**Data supplied:**
Segment Open
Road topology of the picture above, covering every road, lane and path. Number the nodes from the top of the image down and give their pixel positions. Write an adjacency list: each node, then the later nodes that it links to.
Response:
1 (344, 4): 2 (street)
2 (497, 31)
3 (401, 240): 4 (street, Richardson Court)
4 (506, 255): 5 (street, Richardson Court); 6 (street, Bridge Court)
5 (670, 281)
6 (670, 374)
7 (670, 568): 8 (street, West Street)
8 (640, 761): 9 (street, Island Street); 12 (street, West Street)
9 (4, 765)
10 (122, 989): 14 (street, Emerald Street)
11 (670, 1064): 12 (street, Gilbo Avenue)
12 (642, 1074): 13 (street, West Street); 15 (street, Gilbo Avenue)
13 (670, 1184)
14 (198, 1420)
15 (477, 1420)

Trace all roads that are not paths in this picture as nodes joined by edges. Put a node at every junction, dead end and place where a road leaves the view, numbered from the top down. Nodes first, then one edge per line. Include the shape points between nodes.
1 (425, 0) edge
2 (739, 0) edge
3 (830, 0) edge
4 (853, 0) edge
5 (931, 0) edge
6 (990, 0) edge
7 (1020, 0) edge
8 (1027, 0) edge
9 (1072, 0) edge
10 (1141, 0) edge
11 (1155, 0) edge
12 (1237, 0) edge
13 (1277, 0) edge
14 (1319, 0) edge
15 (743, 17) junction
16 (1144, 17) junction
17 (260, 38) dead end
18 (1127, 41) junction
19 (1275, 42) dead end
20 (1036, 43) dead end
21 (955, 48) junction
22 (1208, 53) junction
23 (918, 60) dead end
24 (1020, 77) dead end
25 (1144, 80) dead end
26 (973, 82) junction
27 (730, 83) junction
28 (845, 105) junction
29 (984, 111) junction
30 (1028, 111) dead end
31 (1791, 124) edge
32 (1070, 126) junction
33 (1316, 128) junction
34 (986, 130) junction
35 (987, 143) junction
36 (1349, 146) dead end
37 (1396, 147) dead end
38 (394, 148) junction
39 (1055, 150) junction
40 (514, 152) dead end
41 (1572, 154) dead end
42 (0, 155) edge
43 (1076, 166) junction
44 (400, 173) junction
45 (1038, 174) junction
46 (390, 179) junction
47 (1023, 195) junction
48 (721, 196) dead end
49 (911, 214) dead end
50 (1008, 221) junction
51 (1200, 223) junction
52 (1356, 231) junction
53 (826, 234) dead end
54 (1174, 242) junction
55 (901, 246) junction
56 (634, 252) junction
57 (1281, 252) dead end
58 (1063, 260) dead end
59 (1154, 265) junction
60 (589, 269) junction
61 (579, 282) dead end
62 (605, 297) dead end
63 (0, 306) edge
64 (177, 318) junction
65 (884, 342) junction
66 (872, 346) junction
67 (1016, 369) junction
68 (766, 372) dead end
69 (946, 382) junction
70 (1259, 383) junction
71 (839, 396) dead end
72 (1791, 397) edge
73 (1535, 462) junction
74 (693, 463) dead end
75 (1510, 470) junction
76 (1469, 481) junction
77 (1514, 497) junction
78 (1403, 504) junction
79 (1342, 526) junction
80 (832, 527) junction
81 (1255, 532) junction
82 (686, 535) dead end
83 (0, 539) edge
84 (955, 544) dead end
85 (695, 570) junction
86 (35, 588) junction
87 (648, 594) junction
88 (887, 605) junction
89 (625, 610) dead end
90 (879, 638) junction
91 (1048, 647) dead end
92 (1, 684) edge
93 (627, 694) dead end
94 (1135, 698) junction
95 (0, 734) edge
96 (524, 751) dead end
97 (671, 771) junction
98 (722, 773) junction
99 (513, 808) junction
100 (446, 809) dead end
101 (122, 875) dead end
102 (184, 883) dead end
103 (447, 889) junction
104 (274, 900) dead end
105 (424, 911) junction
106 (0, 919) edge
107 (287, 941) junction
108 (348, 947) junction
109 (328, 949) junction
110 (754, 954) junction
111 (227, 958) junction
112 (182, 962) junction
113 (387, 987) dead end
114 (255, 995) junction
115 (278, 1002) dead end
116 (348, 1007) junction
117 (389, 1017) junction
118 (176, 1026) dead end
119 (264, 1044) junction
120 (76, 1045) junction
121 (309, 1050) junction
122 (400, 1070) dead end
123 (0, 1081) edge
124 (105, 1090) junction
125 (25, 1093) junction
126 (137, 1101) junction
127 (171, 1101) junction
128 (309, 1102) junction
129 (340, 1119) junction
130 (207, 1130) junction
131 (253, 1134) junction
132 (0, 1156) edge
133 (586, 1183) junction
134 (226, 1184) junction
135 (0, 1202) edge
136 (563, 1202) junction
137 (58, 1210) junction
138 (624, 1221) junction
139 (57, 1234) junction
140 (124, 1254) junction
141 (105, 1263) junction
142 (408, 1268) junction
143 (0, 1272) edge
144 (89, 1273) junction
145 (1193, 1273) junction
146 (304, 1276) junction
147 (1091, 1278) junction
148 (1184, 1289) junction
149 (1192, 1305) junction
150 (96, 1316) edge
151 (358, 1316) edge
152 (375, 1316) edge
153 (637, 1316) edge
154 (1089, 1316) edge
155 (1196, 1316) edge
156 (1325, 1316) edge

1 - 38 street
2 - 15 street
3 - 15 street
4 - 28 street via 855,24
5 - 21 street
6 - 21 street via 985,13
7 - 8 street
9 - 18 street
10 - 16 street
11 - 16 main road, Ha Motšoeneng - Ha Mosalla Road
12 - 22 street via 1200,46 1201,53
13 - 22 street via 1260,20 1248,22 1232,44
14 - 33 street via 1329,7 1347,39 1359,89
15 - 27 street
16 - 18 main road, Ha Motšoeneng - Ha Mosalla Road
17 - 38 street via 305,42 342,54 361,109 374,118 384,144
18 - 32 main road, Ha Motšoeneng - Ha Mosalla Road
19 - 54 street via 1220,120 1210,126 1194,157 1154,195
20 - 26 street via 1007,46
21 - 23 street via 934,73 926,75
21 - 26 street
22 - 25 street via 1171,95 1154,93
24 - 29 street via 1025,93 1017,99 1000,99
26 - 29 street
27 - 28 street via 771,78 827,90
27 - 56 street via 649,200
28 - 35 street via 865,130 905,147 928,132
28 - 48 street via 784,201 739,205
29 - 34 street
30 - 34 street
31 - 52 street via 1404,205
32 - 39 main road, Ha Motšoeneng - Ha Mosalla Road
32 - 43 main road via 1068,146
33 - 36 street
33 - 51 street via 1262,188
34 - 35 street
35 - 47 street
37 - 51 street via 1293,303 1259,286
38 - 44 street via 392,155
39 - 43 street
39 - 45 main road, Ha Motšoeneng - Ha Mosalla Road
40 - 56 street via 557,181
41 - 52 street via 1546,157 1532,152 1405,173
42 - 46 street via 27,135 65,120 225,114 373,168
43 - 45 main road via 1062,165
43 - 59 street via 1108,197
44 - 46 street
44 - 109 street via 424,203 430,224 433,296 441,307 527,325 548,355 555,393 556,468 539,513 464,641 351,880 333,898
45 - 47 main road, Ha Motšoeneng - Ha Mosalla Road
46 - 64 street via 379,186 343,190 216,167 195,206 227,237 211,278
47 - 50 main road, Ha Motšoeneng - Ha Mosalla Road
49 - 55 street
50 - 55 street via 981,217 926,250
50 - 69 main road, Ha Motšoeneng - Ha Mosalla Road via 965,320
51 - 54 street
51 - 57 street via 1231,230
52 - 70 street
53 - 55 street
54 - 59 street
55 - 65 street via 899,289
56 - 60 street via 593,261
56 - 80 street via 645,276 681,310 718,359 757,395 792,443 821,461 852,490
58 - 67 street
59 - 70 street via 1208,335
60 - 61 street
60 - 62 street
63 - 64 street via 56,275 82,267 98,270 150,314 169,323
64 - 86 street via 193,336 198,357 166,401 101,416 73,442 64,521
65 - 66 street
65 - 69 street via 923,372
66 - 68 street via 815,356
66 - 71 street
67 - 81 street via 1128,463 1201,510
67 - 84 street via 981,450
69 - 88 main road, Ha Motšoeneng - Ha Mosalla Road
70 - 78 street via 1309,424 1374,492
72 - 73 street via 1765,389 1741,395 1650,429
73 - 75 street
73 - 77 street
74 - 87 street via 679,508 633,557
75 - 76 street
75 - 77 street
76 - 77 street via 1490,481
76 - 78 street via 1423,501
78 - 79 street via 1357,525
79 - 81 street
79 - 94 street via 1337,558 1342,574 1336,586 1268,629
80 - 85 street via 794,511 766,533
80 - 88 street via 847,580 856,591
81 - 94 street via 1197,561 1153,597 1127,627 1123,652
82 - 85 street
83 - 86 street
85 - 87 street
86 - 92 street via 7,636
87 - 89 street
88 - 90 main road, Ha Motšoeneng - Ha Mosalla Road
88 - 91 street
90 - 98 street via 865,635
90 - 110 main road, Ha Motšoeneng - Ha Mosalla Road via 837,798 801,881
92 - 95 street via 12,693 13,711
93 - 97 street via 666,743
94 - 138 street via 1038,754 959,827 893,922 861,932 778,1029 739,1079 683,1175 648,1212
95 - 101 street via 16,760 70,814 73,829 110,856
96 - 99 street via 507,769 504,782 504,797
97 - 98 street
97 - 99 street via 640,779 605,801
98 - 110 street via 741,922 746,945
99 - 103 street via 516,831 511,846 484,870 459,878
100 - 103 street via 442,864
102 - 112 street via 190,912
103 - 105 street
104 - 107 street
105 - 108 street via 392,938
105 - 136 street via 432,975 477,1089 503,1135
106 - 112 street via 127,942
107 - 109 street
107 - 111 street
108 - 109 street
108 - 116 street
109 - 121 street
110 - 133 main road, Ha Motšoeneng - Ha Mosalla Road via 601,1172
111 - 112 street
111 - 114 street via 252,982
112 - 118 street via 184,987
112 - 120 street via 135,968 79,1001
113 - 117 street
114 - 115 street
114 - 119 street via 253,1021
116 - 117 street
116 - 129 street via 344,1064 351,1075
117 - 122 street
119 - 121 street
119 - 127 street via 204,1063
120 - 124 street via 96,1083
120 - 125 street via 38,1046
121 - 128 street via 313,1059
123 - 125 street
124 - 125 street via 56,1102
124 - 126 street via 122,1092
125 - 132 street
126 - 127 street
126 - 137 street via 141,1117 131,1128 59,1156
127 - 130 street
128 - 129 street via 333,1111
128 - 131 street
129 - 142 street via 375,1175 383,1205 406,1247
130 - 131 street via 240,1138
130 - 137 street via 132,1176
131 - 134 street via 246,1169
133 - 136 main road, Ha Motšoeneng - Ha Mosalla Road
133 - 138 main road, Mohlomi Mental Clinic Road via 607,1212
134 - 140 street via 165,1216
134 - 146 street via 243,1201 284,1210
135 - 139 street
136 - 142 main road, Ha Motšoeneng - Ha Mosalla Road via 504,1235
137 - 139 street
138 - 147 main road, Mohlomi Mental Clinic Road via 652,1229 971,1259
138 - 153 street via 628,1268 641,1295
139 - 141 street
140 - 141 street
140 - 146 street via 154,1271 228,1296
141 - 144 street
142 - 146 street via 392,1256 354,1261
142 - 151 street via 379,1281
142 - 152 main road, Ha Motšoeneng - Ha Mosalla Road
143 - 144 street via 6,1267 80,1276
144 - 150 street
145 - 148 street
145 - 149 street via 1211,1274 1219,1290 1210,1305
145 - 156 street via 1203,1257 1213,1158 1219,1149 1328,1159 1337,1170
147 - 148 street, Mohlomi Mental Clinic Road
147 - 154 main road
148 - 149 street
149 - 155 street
Segment Closed
**Assigned task:** Whenever a line in the material above holds the string "Clinic", copy that line in full.

**Solution for this exercise:**
133 - 138 main road, Mohlomi Mental Clinic Road via 607,1212
138 - 147 main road, Mohlomi Mental Clinic Road via 652,1229 971,1259
147 - 148 street, Mohlomi Mental Clinic Road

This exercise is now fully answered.